Cet essai trouve sa source dans une idée élémentaire – si simple, pensera-t-on, qu’elle coule de source : quoique distinct du besoin, le désir est vital. Dès lors qu’il s’agit de la vie humaine, et de ce que vivre signifie pour nous, il doit être question du désir. Non au sens d’un simple « instinct » par lequel nous nous efforcerions de conserver notre être, et encore moins, comme a pu et continue de le croire la psychanalyse, comme une « pulsion de mort », mais comme la tendance profonde de celle-ci à se dépasser. Le désir est élan et source de vie, et la vie jaillit (et jouit) d’être désir.
Le désir n’est pas l’indice d’un défaut que la vie tendrait à surmonter. Il est l’expression même de l’élan de la vie, de son intensité immanente qui déborde vers différents horizons – la pensée, l’art, l’amour, l’amitié, la politique parfois – où se joue le bonheur humain.
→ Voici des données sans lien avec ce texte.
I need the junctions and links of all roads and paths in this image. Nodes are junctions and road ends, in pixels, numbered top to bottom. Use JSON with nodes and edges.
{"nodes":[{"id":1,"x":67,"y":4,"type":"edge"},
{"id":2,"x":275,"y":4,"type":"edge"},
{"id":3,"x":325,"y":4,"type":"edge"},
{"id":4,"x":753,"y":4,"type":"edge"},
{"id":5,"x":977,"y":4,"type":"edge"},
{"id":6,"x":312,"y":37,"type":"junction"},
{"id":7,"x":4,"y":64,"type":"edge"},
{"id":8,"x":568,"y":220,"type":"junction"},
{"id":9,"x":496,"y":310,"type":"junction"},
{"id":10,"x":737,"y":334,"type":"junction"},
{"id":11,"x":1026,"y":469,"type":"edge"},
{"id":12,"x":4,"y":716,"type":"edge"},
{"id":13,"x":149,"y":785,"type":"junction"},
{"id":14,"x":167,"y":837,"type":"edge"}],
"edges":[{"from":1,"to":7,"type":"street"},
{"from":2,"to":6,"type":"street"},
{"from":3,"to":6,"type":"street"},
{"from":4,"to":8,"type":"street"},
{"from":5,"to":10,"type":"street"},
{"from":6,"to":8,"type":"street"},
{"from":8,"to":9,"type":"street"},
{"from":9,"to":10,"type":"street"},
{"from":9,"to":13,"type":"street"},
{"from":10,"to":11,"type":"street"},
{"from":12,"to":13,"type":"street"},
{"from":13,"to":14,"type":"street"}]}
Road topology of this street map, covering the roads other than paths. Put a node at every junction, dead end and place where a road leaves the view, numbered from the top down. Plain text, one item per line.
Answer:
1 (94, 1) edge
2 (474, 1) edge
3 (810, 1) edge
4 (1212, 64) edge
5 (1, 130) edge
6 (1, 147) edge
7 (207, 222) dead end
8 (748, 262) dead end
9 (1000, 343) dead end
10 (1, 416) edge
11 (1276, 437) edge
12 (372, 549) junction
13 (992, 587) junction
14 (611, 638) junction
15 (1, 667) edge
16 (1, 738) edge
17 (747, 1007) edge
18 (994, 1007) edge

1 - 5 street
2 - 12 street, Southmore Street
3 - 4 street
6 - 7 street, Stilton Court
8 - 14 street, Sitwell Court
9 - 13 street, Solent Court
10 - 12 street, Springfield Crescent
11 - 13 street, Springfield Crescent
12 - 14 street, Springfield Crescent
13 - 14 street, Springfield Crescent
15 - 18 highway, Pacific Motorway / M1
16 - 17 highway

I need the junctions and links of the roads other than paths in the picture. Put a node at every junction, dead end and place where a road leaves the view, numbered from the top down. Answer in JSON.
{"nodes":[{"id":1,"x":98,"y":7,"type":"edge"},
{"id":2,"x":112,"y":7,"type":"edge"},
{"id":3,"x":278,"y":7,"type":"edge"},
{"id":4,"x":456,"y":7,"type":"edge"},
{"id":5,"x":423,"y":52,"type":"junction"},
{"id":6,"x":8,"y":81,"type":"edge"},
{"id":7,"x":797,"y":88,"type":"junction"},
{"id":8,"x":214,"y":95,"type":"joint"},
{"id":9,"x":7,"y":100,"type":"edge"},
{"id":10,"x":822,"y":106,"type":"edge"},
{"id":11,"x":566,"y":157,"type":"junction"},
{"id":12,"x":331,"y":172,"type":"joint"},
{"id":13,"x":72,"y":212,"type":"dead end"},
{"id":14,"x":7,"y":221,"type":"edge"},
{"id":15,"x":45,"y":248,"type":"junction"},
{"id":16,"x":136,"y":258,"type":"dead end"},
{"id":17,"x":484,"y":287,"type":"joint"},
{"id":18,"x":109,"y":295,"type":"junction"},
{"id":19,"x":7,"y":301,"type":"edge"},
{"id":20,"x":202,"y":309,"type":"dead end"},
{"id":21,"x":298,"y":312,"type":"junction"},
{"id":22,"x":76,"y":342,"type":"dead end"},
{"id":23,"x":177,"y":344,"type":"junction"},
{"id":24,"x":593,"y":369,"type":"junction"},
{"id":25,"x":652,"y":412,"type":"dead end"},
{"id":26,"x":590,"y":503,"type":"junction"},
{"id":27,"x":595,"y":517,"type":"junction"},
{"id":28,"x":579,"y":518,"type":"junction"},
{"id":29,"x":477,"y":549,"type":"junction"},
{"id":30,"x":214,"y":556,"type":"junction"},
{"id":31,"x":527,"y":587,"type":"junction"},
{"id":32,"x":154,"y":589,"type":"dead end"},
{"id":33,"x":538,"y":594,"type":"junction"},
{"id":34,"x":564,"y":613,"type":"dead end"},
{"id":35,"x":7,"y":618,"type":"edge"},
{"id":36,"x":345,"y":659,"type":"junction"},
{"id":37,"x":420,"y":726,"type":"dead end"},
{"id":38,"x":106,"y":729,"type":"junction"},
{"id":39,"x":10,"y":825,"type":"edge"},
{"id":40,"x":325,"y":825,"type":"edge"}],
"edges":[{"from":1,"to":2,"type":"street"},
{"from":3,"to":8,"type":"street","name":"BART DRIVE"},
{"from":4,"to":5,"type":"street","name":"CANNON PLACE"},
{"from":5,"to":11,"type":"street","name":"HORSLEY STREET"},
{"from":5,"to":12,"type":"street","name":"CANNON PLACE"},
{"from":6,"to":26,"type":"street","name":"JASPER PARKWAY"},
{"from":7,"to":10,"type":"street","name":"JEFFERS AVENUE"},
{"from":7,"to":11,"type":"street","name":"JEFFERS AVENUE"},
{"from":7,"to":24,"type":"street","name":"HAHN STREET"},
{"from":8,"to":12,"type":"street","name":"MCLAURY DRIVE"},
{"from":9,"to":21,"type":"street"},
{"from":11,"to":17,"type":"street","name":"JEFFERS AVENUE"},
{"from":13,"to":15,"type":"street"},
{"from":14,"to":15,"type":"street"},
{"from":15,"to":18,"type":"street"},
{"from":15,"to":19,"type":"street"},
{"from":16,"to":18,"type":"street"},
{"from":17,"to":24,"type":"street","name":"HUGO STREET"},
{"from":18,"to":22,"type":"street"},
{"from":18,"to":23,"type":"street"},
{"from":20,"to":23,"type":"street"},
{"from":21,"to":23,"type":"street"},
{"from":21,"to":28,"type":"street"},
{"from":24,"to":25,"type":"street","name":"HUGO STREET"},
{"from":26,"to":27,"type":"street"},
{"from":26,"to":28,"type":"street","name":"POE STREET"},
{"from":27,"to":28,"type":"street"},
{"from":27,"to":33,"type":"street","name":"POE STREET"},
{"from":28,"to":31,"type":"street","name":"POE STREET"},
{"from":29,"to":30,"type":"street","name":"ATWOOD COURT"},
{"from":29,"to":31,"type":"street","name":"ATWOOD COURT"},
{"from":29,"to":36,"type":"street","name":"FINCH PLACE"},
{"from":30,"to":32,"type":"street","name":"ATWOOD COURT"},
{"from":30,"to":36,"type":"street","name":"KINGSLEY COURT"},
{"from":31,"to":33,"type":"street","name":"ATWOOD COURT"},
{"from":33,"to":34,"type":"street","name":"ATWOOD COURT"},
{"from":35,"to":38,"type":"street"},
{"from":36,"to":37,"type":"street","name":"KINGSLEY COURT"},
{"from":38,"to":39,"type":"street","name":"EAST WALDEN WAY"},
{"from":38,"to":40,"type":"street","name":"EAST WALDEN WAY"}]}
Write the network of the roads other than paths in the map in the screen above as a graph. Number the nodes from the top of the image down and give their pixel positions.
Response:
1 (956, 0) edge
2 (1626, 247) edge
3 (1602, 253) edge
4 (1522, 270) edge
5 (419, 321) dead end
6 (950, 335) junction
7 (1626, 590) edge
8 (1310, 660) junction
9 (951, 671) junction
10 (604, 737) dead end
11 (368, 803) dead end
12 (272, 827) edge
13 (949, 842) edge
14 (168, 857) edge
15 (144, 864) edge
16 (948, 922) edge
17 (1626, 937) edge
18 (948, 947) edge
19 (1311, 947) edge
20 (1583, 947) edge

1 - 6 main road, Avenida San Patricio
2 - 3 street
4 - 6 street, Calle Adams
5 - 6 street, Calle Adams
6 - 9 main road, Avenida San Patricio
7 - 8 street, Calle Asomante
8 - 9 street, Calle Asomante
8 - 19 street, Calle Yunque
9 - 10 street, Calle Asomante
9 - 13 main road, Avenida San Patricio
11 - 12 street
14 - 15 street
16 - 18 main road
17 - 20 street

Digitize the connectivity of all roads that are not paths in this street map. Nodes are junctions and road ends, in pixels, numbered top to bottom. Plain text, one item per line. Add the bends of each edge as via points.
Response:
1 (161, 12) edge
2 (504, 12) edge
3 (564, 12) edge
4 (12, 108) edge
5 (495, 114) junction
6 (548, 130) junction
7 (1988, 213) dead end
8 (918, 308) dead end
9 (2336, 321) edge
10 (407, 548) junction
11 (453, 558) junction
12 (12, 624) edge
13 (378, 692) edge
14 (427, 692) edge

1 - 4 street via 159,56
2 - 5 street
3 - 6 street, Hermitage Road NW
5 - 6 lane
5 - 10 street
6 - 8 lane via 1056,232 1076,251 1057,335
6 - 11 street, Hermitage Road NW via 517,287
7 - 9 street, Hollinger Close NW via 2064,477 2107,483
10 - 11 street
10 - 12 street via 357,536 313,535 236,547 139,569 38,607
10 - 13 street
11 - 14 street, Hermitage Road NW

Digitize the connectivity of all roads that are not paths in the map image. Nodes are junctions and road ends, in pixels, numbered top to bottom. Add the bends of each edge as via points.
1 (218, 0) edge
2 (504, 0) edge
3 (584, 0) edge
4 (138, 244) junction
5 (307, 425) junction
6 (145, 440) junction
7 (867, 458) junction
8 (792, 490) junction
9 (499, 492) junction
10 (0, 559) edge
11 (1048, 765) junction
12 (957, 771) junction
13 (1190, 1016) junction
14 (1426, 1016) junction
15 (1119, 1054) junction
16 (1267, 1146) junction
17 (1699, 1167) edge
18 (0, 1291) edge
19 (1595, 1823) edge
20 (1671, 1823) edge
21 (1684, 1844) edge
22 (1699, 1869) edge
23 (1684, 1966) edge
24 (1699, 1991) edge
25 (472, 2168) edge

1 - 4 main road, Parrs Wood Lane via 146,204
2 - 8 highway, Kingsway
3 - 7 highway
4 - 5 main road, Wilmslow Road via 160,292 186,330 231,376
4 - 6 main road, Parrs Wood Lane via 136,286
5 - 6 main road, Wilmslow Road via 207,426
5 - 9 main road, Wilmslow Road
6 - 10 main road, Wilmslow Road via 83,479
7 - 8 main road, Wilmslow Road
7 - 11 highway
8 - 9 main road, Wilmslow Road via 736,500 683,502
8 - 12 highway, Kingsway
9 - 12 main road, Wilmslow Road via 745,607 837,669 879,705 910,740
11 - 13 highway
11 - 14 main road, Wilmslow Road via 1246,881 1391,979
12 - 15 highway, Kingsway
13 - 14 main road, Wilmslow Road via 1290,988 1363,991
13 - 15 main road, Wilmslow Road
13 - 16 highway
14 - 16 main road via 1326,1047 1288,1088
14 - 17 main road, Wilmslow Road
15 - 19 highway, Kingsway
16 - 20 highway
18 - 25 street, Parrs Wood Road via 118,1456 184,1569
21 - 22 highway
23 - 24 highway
Alternant descriptions littéraires et discussion philosophique, traçant un chemin original de Spinoza à Blanchot, et récusant les lectures qui, de Kant à Levinas en passant par Lacan, ancrent le désir dans le négatif ou veulent le faire déboucher sur une transcendance, Miguel de Besteigui revisite brillamment ce concept classique. Il en montre le caractère toujours décisif, à l’heure d’une certaine manipulation des désirs dans le cadre d’un capitalisme numérique qui revêt un caractère largement « libidinal » mais exploite, normalise et banalise par là-même un désir commercialisé.
Miguel de Beistegui enseigne la philosophie à l’université de Warwick. Spécialiste de Heidegger et de Proust, commentateur de Foucault, il est par ailleurs l’auteur de Government of Desire: A Genealogy of the Liberal Subject (Le Gouvernement du désir.Une généalogie du sujet libéral, 2018, University of Chicago Pess).